Safety on the water is always a concern.  I've enjoyed three Caribbean cruises, two house boats, many passenger and car ferries, and several city tour boats without incident, but I prefer to be overly prepared in any situation.  I searched for some good "Staying Safe on a Cruise" websites and blogs, but I came up surprisingly short.  Most information provided helps you steer clear of crime (pickpockets, abductions, etc.) on larger boats or cover basic physical safety on smaller craft.  Those are paramount to be sure, but when I step onto a boat, especially a big one, I want to think of the other things that might go wrong and be prepared to avoid or endure them.
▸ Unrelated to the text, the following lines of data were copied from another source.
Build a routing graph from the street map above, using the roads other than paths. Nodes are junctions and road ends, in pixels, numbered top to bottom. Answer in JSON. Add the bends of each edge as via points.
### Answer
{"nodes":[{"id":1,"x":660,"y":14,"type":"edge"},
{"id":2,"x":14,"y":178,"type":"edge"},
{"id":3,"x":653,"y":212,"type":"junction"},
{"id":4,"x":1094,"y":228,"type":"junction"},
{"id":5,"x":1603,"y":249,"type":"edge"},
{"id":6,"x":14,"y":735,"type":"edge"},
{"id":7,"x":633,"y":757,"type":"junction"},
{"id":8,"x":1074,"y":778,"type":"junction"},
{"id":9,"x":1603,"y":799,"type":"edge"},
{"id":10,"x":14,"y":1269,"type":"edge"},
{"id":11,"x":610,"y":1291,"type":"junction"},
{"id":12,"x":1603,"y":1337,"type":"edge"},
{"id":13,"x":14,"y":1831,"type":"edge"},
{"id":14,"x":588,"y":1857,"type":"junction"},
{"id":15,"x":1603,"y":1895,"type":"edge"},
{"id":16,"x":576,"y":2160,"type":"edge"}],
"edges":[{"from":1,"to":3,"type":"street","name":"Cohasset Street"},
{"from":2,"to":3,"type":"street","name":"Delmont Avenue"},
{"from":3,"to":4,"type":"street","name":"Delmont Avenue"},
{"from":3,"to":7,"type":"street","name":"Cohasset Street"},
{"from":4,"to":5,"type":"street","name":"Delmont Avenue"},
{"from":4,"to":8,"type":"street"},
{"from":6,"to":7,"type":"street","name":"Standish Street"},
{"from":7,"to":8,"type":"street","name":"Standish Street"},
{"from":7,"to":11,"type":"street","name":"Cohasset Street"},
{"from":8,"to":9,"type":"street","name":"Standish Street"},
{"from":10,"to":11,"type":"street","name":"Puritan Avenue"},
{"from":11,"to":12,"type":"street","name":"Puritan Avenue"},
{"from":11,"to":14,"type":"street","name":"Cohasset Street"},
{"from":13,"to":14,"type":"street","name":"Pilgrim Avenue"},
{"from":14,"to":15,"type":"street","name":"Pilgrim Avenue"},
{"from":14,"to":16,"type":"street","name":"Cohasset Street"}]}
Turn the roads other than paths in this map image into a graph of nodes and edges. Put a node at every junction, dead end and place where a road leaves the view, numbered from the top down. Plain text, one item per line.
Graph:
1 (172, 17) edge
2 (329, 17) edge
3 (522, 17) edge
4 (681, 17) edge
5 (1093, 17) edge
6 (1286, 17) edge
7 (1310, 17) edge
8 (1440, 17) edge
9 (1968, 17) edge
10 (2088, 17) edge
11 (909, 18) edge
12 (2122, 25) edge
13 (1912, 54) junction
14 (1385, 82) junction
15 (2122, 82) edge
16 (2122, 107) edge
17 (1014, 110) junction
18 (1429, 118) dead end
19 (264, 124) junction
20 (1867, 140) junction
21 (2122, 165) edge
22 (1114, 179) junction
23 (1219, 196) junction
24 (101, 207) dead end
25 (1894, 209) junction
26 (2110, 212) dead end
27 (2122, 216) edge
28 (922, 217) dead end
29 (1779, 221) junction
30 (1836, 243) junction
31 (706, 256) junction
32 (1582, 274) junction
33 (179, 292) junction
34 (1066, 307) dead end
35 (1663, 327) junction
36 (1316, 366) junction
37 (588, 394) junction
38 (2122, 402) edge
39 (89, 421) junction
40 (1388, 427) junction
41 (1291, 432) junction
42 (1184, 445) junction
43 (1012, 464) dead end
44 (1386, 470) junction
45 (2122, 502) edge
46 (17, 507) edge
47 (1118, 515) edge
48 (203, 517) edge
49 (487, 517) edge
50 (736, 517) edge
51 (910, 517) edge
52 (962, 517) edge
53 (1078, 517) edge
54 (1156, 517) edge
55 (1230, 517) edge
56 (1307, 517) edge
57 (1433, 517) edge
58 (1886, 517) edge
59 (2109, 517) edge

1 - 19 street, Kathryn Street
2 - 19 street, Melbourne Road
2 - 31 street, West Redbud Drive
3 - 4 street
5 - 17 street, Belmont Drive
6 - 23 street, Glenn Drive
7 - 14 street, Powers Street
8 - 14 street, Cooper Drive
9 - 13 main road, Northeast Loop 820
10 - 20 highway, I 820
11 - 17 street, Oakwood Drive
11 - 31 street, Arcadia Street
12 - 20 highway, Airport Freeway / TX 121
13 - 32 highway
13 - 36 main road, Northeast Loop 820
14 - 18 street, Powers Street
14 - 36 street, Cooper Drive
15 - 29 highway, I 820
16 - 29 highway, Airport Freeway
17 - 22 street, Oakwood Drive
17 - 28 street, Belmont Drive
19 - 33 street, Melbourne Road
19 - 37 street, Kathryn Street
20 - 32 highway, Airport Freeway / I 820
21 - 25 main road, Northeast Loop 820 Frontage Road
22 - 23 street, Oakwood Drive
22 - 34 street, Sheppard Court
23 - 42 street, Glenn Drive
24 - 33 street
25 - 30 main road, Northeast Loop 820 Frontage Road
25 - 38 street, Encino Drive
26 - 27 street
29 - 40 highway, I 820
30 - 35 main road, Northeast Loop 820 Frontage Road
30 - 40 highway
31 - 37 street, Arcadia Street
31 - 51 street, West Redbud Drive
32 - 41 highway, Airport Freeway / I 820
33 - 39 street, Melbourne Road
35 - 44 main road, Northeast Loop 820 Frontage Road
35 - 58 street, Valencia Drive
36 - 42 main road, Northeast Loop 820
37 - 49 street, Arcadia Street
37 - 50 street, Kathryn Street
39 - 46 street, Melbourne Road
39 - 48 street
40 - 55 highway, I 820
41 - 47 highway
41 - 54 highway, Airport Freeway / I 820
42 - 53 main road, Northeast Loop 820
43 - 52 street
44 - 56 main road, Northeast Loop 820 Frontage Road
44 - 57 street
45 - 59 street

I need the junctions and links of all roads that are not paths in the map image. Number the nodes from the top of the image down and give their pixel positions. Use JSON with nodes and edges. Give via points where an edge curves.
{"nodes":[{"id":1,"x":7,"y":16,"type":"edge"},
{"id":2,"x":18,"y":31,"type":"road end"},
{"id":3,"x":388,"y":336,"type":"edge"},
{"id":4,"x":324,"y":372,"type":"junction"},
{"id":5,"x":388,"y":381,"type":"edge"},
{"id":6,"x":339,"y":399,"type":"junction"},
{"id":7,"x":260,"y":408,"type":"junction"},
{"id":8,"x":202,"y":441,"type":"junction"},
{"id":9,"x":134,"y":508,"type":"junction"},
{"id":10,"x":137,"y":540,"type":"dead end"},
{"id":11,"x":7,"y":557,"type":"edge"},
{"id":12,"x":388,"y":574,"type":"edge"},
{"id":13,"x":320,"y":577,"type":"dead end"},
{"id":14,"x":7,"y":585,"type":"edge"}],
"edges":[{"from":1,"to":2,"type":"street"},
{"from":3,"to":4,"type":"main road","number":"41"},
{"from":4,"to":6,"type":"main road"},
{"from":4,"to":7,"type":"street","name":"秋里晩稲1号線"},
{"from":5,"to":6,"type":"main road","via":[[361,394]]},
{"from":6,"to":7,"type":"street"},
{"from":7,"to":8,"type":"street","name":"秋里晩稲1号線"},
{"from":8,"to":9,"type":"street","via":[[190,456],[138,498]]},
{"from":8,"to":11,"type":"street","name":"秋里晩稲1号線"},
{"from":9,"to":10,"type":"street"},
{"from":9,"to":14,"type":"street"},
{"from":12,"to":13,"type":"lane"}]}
  • Food and water - On both of my most recent cruises, I took some snacks and bottled water, just in case.  They mostly sat there until the last day of the cruise.  But if there was a food contamination scare or if we had drifted for days at sea with no power, I was ready.
  • Medical - On a cruise, you're at the mercy of the ship's doctor, who is likely not trained or licensed in the US.  But it wouldn't take a very large emergency to overwhelm any ship's medical staff.  I take at least a two week supply of medication with me when I travel, plus I take a few days worth of over the counter medications for common ailments (headache, diarrhea, etc.)  I also take an expanded first aid kit to include supplies for more extensive first aid.  When traveling out of the country or to secluded locations, I often ask my doctor to prescribe an applicable course of antibiotics to have on hand, just in case.
  • Power Loss - When mechanical or electrical problems occur on a cruise ship, things tend to get very dark very fast.  I always carry a single AAA battery flashlight with me.  In total darkness it's enough to get around.  I also keep a larger, brighter LED flashlight (that takes 3 AA batteries) in my purse/briefcase, my suitcase, or my room.
  • Evacuation - When you arrive on the ship, you must to participate in a muster drill before the ship can sail.  Study after study shows that under stress, we will do what we have already done.  If your cruise should have to abandon ship, this will help you get out quickly.  Read the muster instructions, participate in the muster drill, talk with your group about the drill, close your eyes and envision each step of the muster drill, walk the path from your room to your muster station repeatedly (perhaps casually on the way to dinner.)
  • Communication - In a ship's emergency, assume power will be out.  Get your group together and stay together.  (Remember you talked about this at the muster drill.) Plan ahead for some form of communication if the power were to go out and you might be separated.  (Exactly where will you meet or leave a note?)  IT is good to note, shortwave and HAM radios are often used at sea.
  • Know Multiple Exits to Open Air - During a ship-wide emergency, you must go to your muster station just as you practiced.  But what if the path is impassable?  Once you've memorized the path to the muster station, start exploring the ship, including different ways to reach higher and outside decks.  This will help you get around for the duration of the trip and in an emergency.
  • Fire - Fire is a ship's worst enemy.  There are instruction in your room about fires, rules for items on the balcony to prevent fires, smoking restrictions, candle restrictions, and many regulations behind the scenes to protect a ship from fires.  Despite all these measures, fires aboard ships happen.